## YOUR INSTRUCTIONS
Would you please restate all of the entries exactly, apart from the pictures?

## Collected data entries

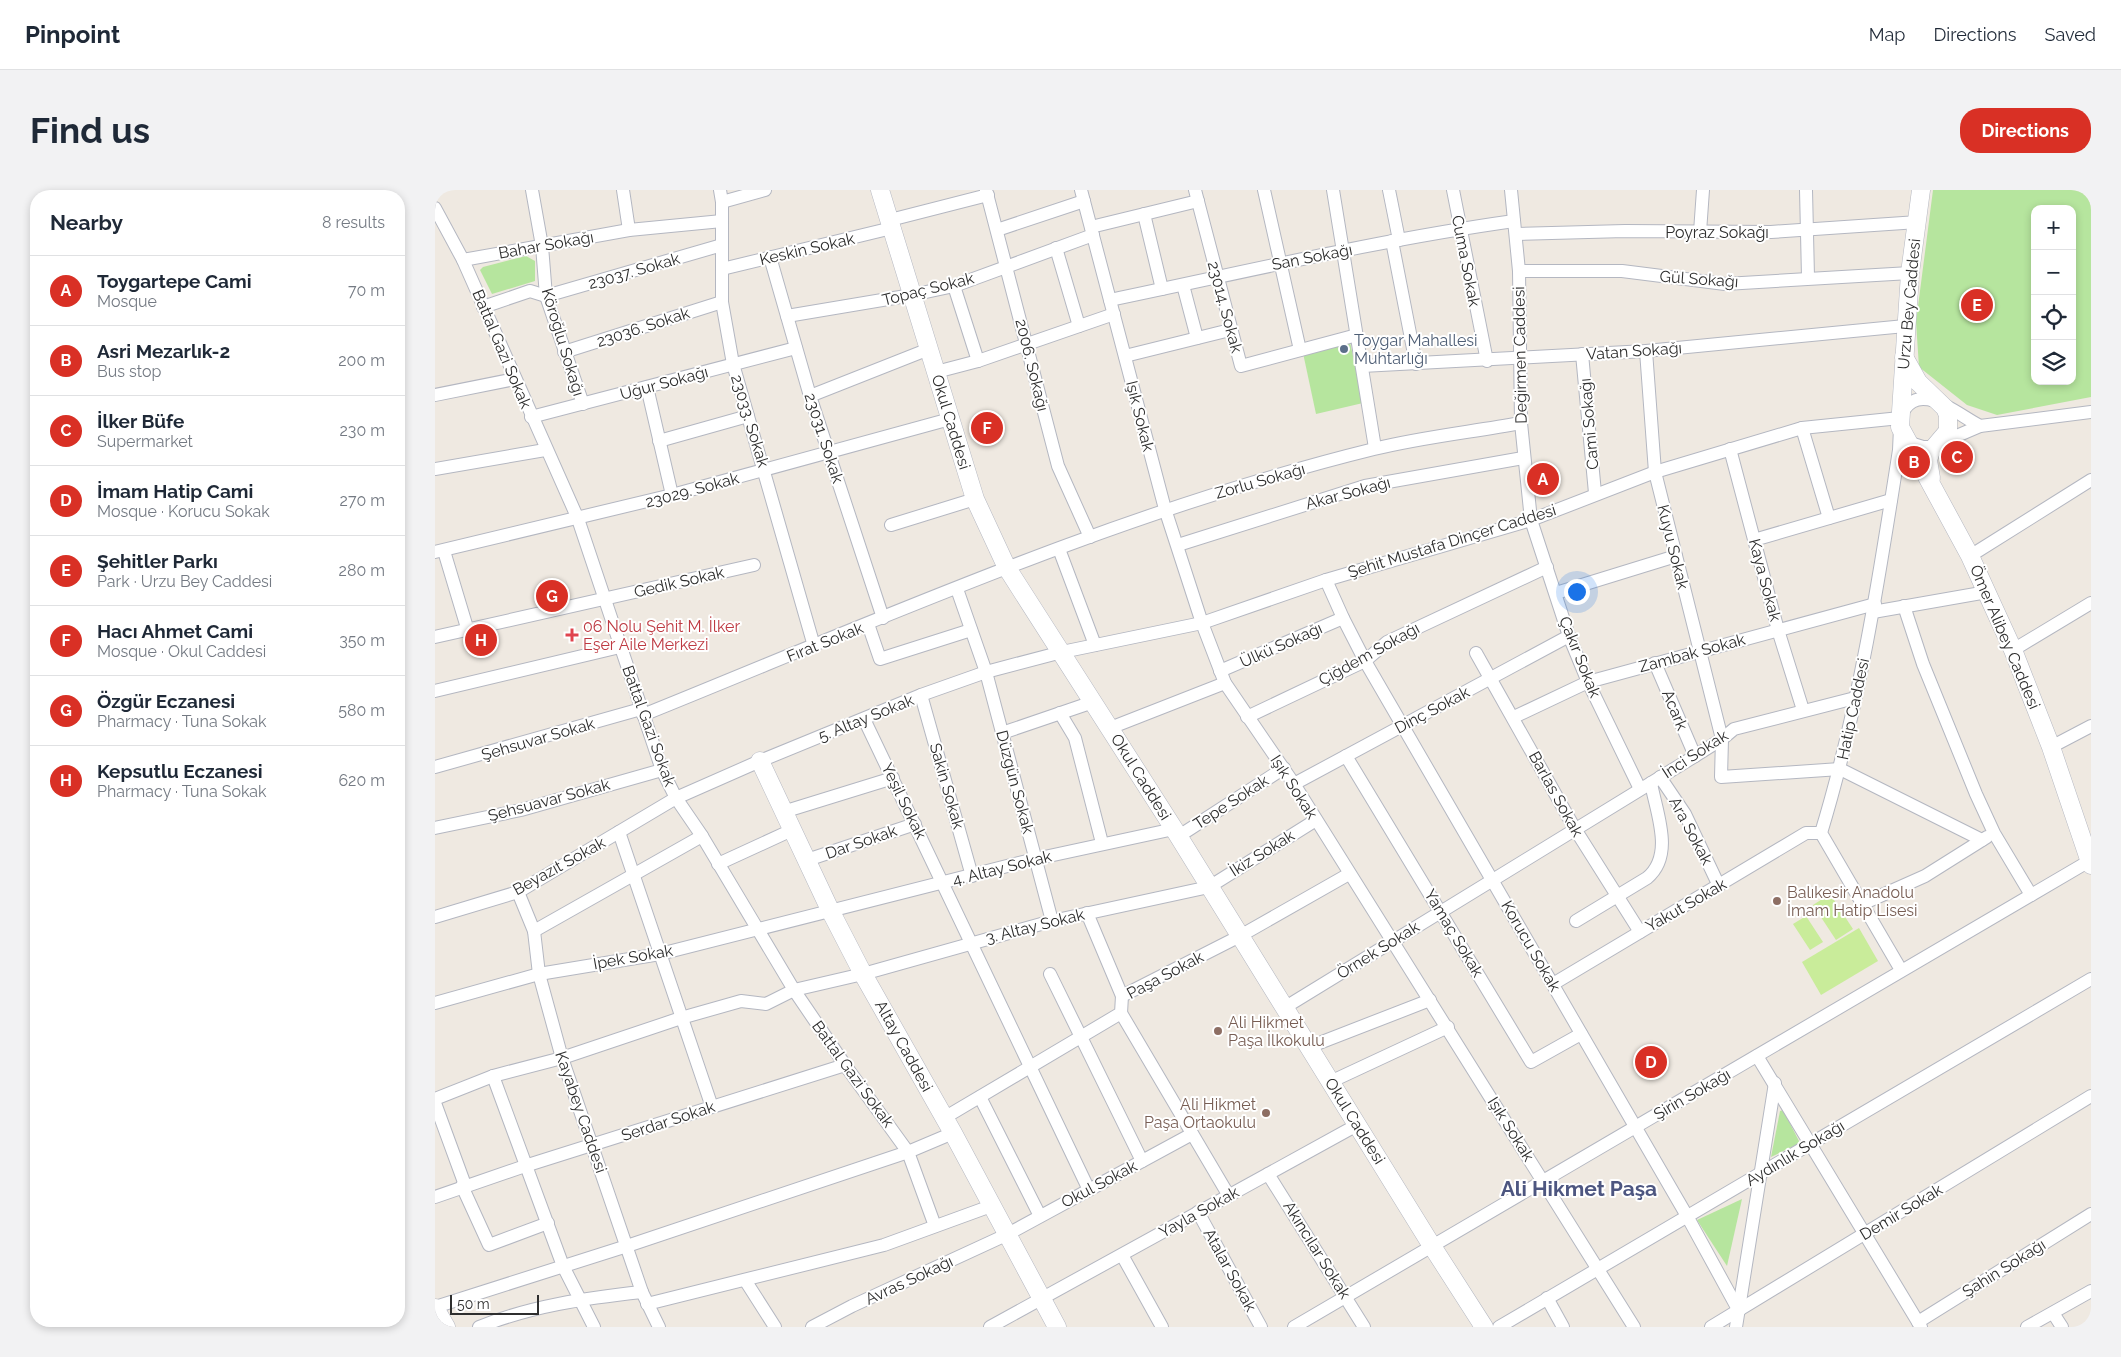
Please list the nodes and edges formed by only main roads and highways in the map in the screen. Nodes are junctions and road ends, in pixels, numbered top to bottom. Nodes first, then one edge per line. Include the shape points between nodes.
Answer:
1 (880, 190) edge
2 (1921, 190) edge
3 (1904, 357) junction
4 (1900, 422) joint
5 (1932, 486) junction
6 (760, 760) road end
7 (2091, 862) edge
8 (435, 1307) edge
9 (446, 1327) edge
10 (1057, 1327) edge
11 (1484, 1327) edge

1 - 11 main road, Okul Caddesi via 975,499 1007,568
2 - 3 main road, Urzu Bey Caddesi via 1910,273
3 - 4 main road, Urzu Bey Caddesi
3 - 5 main road via 1918,382 1945,408 1949,423 1948,431 1931,451 1928,460
4 - 5 main road, Ömer Alibey Caddesi via 1903,435
5 - 7 main road, Ömer Alibey Caddesi via 2013,650
6 - 10 main road, Altay Caddesi via 863,974
8 - 9 main road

## SOLUTION
Please list the nodes and edges formed by only main roads and highways in the map in the screen. Nodes are junctions and road ends, in pixels, numbered top to bottom. Nodes first, then one edge per line. Include the shape points between nodes.
Answer:
1 (880, 190) edge
2 (1921, 190) edge
3 (1904, 357) junction
4 (1900, 422) joint
5 (1932, 486) junction
6 (760, 760) road end
7 (2091, 862) edge
8 (435, 1307) edge
9 (446, 1327) edge
10 (1057, 1327) edge
11 (1484, 1327) edge

1 - 11 main road, Okul Caddesi via 975,499 1007,568
2 - 3 main road, Urzu Bey Caddesi via 1910,273
3 - 4 main road, Urzu Bey Caddesi
3 - 5 main road via 1918,382 1945,408 1949,423 1948,431 1931,451 1928,460
4 - 5 main road, Ömer Alibey Caddesi via 1903,435
5 - 7 main road, Ömer Alibey Caddesi via 2013,650
6 - 10 main road, Altay Caddesi via 863,974
8 - 9 main road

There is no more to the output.